When I was seven, I had no clue what the word dyslexia meant, or even that there was a word for what I was dealing with. I never heard the word until I was an adult, advocating for my own child. Reading was hard, and I never really enjoyed it until I was probably in my 30s. I wasn’t really interested in school to begin with, I wanted to go to work with my dad.
When I got to first grade, things got really hard. My sweet mom would spend hours working with me. I hate flashcards to this day. I could spell the words verbally, but when I wrote them on the day of the dreaded test, they were backwards. Therefore, I never passed a spelling test that year. I was so desperate to pass just one test that I even tried cheating.

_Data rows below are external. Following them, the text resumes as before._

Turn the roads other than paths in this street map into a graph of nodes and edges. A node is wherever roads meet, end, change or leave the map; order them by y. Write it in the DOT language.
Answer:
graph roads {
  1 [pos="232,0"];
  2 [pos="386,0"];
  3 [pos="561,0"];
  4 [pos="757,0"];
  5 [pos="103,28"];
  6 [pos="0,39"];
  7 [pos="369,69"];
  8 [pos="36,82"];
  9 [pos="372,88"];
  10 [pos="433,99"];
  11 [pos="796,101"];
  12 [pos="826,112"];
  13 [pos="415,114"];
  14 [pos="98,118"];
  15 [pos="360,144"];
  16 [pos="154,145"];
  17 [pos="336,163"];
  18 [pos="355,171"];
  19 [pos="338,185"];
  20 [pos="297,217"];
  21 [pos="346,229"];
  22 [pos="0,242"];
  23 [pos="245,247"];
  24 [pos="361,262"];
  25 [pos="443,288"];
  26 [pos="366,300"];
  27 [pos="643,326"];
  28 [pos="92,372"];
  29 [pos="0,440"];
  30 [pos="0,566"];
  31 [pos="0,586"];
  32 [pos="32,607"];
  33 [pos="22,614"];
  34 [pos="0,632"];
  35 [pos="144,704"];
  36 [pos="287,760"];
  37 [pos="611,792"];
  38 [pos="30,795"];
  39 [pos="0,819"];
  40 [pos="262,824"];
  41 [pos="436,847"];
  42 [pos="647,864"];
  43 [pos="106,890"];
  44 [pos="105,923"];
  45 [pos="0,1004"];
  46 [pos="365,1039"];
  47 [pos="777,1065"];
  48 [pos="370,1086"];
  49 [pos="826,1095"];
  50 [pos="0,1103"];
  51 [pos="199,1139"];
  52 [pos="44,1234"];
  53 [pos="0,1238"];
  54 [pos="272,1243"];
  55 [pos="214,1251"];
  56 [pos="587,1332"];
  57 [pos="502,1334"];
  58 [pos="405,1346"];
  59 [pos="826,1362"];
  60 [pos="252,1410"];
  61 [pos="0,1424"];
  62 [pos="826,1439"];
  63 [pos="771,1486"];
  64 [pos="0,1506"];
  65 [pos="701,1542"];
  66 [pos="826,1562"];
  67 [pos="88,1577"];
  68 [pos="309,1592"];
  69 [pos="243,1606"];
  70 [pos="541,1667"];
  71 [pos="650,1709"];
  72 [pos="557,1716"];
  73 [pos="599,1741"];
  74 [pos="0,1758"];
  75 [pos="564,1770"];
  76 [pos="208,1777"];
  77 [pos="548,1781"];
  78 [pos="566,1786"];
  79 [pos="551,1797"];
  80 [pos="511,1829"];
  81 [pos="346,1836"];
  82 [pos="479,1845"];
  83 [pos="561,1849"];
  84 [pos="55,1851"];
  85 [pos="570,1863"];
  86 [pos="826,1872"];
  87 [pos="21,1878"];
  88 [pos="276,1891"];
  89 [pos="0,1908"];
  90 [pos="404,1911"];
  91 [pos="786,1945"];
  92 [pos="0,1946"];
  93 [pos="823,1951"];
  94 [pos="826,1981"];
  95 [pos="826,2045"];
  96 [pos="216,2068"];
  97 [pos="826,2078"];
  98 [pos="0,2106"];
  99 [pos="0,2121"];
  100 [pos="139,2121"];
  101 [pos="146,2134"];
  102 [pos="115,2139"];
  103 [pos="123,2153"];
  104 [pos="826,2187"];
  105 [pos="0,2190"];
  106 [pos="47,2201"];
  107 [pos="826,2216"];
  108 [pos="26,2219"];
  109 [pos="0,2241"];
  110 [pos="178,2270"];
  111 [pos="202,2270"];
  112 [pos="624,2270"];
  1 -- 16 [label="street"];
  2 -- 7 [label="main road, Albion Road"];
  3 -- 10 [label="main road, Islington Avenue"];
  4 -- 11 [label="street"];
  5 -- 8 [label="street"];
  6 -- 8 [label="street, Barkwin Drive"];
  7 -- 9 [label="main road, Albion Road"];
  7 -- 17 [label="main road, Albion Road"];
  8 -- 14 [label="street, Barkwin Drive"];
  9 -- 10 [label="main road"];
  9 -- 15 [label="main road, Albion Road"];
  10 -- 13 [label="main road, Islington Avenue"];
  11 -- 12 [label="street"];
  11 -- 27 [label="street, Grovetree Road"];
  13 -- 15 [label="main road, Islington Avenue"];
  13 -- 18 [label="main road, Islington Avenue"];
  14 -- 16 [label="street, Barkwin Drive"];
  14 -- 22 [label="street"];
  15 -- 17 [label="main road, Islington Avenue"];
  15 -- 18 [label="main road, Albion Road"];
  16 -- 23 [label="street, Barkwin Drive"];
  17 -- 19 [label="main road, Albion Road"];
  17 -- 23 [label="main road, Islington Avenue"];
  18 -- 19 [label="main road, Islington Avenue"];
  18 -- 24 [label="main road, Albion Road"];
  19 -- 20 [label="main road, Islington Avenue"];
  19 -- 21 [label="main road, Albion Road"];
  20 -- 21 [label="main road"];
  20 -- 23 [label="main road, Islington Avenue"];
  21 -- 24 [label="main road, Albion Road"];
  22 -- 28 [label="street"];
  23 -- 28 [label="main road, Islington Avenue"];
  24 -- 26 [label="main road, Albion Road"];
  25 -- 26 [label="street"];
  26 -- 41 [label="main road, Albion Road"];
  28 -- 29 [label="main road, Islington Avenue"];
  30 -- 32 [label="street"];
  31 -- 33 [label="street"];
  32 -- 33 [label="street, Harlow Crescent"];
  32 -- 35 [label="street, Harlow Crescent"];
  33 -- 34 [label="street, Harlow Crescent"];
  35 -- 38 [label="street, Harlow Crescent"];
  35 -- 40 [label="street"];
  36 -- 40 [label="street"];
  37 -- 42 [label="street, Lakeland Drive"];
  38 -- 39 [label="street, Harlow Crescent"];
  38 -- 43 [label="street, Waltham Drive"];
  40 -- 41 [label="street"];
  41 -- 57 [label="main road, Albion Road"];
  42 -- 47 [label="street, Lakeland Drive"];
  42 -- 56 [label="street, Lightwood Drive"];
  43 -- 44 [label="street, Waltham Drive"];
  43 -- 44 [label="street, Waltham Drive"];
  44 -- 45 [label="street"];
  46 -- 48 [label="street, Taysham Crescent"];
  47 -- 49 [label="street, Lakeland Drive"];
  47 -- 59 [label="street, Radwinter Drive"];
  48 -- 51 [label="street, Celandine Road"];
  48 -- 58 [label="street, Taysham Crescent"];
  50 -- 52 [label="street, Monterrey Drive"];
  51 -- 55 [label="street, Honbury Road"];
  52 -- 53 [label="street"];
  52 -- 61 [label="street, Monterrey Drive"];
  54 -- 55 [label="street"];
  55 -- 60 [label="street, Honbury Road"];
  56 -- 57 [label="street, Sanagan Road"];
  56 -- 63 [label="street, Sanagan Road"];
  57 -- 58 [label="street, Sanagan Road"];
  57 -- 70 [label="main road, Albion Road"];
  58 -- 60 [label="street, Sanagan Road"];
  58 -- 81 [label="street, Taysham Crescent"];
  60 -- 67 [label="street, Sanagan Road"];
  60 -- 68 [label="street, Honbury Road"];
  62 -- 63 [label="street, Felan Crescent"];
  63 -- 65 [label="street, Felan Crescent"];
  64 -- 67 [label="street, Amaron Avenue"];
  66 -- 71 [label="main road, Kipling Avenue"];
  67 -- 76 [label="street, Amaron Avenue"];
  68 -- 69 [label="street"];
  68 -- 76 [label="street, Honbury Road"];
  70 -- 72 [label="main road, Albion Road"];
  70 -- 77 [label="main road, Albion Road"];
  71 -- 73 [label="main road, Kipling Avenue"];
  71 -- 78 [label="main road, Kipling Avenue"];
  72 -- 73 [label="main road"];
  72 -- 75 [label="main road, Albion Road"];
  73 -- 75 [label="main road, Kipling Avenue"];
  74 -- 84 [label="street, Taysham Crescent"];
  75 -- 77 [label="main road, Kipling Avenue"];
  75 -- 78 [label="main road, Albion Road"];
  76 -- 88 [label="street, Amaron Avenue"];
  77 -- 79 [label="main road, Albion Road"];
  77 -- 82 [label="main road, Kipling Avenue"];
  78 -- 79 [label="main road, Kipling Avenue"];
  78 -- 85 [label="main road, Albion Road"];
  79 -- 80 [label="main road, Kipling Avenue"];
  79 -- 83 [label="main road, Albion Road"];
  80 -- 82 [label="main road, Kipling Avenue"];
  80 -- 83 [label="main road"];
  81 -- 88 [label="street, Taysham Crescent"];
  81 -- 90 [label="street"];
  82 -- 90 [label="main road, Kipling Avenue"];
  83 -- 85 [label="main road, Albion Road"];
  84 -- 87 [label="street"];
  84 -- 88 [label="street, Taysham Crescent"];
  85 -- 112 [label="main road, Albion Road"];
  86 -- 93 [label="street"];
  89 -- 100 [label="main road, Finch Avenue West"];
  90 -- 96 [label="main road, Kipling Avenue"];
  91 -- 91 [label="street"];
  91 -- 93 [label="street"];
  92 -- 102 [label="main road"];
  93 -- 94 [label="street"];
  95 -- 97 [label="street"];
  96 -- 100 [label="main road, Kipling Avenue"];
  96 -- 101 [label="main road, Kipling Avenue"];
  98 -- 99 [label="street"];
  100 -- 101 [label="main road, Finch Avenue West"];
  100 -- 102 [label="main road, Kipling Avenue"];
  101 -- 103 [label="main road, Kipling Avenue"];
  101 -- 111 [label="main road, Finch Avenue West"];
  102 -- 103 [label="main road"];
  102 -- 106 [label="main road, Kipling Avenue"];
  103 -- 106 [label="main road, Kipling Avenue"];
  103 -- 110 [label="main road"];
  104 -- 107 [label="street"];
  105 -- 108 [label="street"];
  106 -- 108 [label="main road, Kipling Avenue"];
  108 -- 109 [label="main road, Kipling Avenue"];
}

Not only was I embarrassed by getting caught, the words were still backwards.
I can tell you exactly where I was the moment my mom broke the news to me that I would be repeating first grade. That summer, I went to tutors twice a week, with those flashcards again. They were retired teachers and a blessing to both me and my mom. When school started again, I would go to a small room one hour a day, not much bigger than a closet. I had a projector for films. I would try to read each sentence and then take a test. I was better at changing the film than understanding the stories.
As time went on, the anxiety at school grew. I felt dumb and didn’t fit into the traditional box of learning. Most teachers were great, but there was one in sixth grade from whom I was moved after Christmas break. The tears I shed every day after school told the story. That was the only time I ever remember my dad going to school. After I was moved, that teacher told the class the reason, because I wasn’t smart enough to be in his class.
Luckily, Jack Funderberg intervened with my father. A friendship started that day between Jack and my family. Jack was always one of our biggest cheerleaders. There were others who understood that I learned differently than the conventional way of teaching. From the teacher who put my Clifford the Big Red Dog drawing on the bulletin board, noting I was actually good at something, to the no-nonsense teacher who took me into her class, I seemed to find my way.
I understood more when I went through this journey with my own child, who, it turns out, also had dyslexia. By then, he was actually tested and received modifications. Tests were read to him. He had an amazing teacher who believed that the most challenging children are also the most rewarding. She was there to counsel both my child and me.
Take note, if your little one writes backwards, has a hard time distinguishing left from right, or wears their shoes on the wrong feet, they are not stupid, and they are not lazy. You have to advocate on their behalf. By the way, I slept in those pink rollers for that school picture.
I am pretty proud of that little girl and forever thankful for those who were in my corner throughout the journey I lived.